Stars are divided into spectral classes, which in turn help to identify their color, size, and luminosity. The seven main types of stars are assigned one of the letters O, B, A, F, G, K, and M, remembered by the classic mnemonic “Oh Be A Fine Girl (Guy), Kiss Me,” with their individual star colors, effective temperatures, size and masses compared to the Sun (sol) as follows:
Harvard Spectral Classification
- O: Blue, 28,000-50,000K, radius 20, mass 40,
- B: Blue-white, 10,000-28,000K, radius 5, mass 0.1,
- A: White, 7,500-10,000K, radius 2, mass 10,
- F: White-yellow, 6,000-7,500K, radius 1.2, mass 1.5,
- G: Yellow, 4,900-6,000K, radius 1, mass 1,
- K: Orange, 3,500-4,900K, radius 0.3, mass 0.5,
- M: Red, 2,000-3,500K, radius 0.1, mass 0.1,
The stellar classification sequence has since been extended to include the spectral types L, T, and Y, with L-type stars ranging in temperature from 1,300K to 2,000K, and usually red-brown in color; T-type stars between 700K and 1,300K and of a purplish-red hue; and Y type stars showing temperatures of less than 600K.
Life Cycle of Stars
Nebulae are large expanses of interstellar gas which mostly contain vast amounts of hydrogen and helium, and when a dense region of a nebula starts to gravitational collapse and heat up, stars begin to form. This may in turn result in the birth of just a few dozen stars to many thousands. To put the process into perspective, our Sun, which has a diameter of 864,938 miles (1.392 million km), would require an amount of gas hundreds of times the size of our solar system to form.

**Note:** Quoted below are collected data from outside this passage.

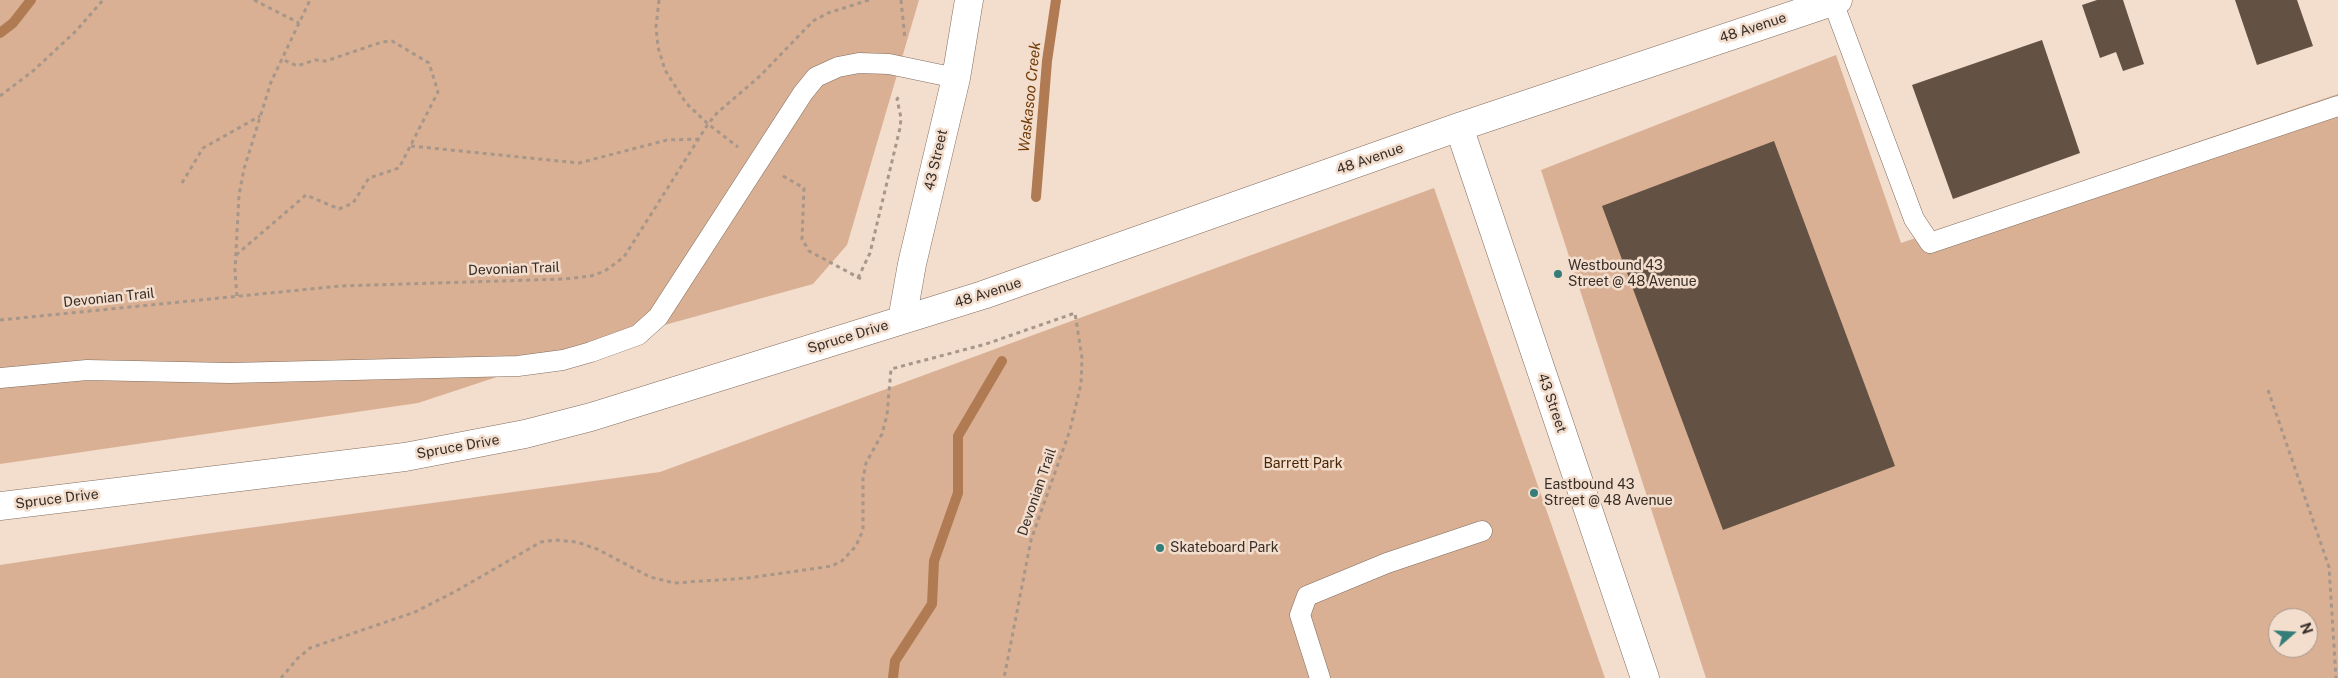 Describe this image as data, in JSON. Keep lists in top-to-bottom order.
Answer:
{
  "streets": {
    "street": ["48 Avenue", "43 Street", "Spruce Drive"],
    "path": ["Devonian Trail"]
  },
  "crossings": [
    ["48 Avenue", "43 Street"],
    ["48 Avenue", "Spruce Drive"],
    ["43 Street", "Spruce Drive"]
  ],
  "water": ["Waskasoo Creek"],
  "parks": ["Barrett Park"],
  "places": ["Westbound 43 Street @ 48 Avenue", "Eastbound 43 Street @ 48 Avenue", "Skateboard Park"],
  "north": "right"
}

Protostars/T Tauri phase or Brown Dwarfs
The process of star formation begins with hot clumps of molecules forming inside a gas cloud to create a protostar, with the object remaining in this contraction stage as long as material continues to fall inward. For our Sun, this protostar phase would have lasted around 100,000 years, after which it would have entered the T Tauri phase for 100 million years, in which it shines using only energy produced by its ongoing gravitational collapse. Eventually, it would have acquired enough size and mass, as well as temperatures and pressures at its core to sustain nuclear reactions (hydrogen fused into helium), after which the outward force of its emitted radiation is balanced by its own inward gravity resulting in a hydrostatic equilibrium state referred to as the main sequence.
Those balls of gas whose mass is less than 8% that of the Sun, however, are unable to ignite nuclear fusion, and end up as Brown Dwarfs, or a failed star. These dim and cool objects fall into the M, L and T spectral class, and have between 13 and 90 times the mass of Jupiter. They also emit so little light and energy that they are difficult to detect.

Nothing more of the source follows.